When General Douglas MacArthur returned to active duty, the latest revision of plans for the defense of the Philippine Islands—War Plan Orange 3 (WPO-3)—was politically unrealistic, as it assumed a conflict only involving the United States and Japan, not the combined Axis powers. However, the plan was tactically sound, and its provisions for defense were applicable under any local situation.

Under WPO-3, the mission of the Philippine garrison was to hold the entrance to Manila Bay and deny its use to Japanese naval forces. If the enemy prevailed, the Americans were to hold back the Japanese advance while withdrawing to the Bataan Peninsula, which was recognized as the key to the control of Manila Bay. It was to be defended to the "last extremity". MacArthur assumed command of the Allied army in July 1941 and rejected WPO-3 as defeatist, preferring a more aggressive course of action. He recommended—among other things—a coastal defense strategy that would include the entire archipelago. His recommendations were followed in the plan that was eventually approved.

The main force of General Masaharu Homma's 14th Army came ashore at Lingayen Gulf on the morning of December 22, 1941. The defenders failed to hold the beaches. By the end of the day, the Japanese had secured most of their objectives and were in position to emerge onto the central plain. Late in the afternoon of December 23, General Jonathan Wainwright telephoned MacArthur's headquarters in Manila and informed him that any further defense of the Lingayen beaches was "impracticable". He requested and was permitted to withdraw behind the Agno River. MacArthur decided to abandon his plan for defense and revert to WPO-3, evacuating President Manuel L. Quezon, High Commissioner Francis B. Sayre, their families, and his headquarters to Corregidor on December 24. A rear echelon, headed by the deputy chief of staff, Brigadier General Richard J. Marshall, remained behind in Manila to close out the headquarters and to supervise the shipment of supplies and the evacuation of the remaining troops.

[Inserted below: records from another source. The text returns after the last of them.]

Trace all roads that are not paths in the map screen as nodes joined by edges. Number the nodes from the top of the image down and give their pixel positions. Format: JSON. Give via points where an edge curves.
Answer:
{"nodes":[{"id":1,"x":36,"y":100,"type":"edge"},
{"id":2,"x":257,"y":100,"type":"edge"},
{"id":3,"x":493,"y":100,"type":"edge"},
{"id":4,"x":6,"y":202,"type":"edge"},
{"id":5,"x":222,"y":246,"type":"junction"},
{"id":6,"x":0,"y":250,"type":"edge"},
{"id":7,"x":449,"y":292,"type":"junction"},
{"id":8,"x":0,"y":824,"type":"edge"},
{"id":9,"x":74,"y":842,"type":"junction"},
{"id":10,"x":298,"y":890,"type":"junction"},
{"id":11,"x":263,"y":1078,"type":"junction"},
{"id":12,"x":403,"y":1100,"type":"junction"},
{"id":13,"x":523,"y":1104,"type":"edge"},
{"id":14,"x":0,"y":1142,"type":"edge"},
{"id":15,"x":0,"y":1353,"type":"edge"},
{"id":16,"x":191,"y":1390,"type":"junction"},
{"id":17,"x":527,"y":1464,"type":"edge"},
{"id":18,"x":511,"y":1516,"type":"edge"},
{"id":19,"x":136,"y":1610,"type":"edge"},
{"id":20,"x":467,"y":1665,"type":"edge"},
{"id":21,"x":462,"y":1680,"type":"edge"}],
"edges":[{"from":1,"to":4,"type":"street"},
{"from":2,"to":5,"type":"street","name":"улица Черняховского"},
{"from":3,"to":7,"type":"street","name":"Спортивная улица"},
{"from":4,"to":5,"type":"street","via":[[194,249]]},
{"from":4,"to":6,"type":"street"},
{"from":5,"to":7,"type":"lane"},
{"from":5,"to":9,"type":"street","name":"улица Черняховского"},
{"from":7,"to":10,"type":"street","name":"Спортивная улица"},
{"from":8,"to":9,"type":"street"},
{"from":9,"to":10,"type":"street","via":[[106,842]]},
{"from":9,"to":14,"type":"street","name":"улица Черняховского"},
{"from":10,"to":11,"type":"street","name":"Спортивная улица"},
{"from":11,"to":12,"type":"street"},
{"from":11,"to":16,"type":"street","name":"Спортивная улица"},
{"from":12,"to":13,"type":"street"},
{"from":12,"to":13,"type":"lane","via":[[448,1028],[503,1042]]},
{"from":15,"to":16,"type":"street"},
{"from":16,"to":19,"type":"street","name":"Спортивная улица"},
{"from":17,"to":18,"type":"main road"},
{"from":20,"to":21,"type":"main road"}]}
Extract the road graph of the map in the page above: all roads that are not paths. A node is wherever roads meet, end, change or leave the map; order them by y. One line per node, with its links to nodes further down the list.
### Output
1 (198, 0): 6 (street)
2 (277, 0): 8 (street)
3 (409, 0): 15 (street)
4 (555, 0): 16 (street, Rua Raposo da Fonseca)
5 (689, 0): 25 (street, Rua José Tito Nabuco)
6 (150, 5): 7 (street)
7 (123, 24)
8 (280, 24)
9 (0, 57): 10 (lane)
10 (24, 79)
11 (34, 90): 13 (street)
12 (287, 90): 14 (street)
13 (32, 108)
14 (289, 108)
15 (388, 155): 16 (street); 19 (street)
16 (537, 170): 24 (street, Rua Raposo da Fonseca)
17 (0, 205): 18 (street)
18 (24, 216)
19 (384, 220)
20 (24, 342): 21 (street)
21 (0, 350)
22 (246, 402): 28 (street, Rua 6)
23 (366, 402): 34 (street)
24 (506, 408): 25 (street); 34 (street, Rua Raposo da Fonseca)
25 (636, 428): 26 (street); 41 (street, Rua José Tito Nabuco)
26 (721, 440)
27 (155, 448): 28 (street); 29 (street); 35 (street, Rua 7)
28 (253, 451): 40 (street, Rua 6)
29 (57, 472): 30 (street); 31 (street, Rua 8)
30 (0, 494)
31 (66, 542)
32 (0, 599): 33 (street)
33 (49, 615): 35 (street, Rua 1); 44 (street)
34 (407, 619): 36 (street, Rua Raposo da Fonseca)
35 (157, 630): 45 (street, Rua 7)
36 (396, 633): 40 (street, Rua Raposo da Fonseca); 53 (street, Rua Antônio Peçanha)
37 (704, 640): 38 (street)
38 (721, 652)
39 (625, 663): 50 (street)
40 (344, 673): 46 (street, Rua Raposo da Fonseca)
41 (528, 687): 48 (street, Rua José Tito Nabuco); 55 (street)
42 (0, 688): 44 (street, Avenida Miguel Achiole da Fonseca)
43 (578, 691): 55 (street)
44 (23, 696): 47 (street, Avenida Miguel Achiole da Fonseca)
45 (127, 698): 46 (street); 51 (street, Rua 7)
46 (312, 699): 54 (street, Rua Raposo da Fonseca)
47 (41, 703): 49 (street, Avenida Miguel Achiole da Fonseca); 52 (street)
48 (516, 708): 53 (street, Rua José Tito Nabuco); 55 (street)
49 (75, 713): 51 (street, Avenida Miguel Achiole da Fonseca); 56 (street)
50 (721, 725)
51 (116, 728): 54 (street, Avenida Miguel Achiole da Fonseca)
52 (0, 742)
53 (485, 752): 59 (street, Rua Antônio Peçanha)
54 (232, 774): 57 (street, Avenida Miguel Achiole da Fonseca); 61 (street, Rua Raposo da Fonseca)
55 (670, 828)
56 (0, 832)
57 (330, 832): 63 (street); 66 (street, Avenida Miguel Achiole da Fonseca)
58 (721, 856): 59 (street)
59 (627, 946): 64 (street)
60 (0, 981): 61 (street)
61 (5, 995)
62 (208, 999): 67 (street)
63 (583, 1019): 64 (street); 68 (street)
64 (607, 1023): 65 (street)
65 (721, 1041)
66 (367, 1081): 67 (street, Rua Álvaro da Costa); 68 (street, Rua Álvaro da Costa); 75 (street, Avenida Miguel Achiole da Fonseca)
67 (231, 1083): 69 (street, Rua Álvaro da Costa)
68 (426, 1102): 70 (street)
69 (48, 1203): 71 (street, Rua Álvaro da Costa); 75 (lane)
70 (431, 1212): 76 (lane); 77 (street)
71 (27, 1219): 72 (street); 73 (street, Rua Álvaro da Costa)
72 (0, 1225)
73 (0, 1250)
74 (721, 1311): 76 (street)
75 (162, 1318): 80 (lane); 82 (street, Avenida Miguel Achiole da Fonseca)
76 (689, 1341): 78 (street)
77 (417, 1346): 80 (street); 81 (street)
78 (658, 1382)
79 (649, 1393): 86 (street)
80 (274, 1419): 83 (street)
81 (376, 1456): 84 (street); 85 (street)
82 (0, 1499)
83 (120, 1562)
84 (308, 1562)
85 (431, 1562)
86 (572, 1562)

On December 26, Manila was officially declared an open city, and MacArthur's proclamation was published in the newspapers and broadcast over the radio.

The Battle of Bataan began on January 7, 1942, and continued until April 9, when the United States Army Forces in the Far East (USAFFE) commander, Major General Edward P. King, surrendered to Colonel Motō Nakayama of the 14th Army. King went against his superior's orders and told his troops to lay down their arms, accepting personal responsibility for the surrender. He made the following statement: "You men remember this. You did not surrender … you had no alternative but to obey my order."

===Allied surrender===
Homma and his staff encountered almost twice as many captives as his reports had estimated, creating an enormous logistical challenge: the transport and movement of over 60,000 starved, sick, debilitated and wounded prisoners and over 38,000 equally weakened civilian noncombatants who had been caught up in the battle. The general wanted to move the prisoners and refugees to the north, in preparation for his final assault on Corregidor, but there was simply not enough mechanized transport for the newly captured masses.

==Forced March==

Route of the death march. The section from San Fernando to Capas was by rail cars.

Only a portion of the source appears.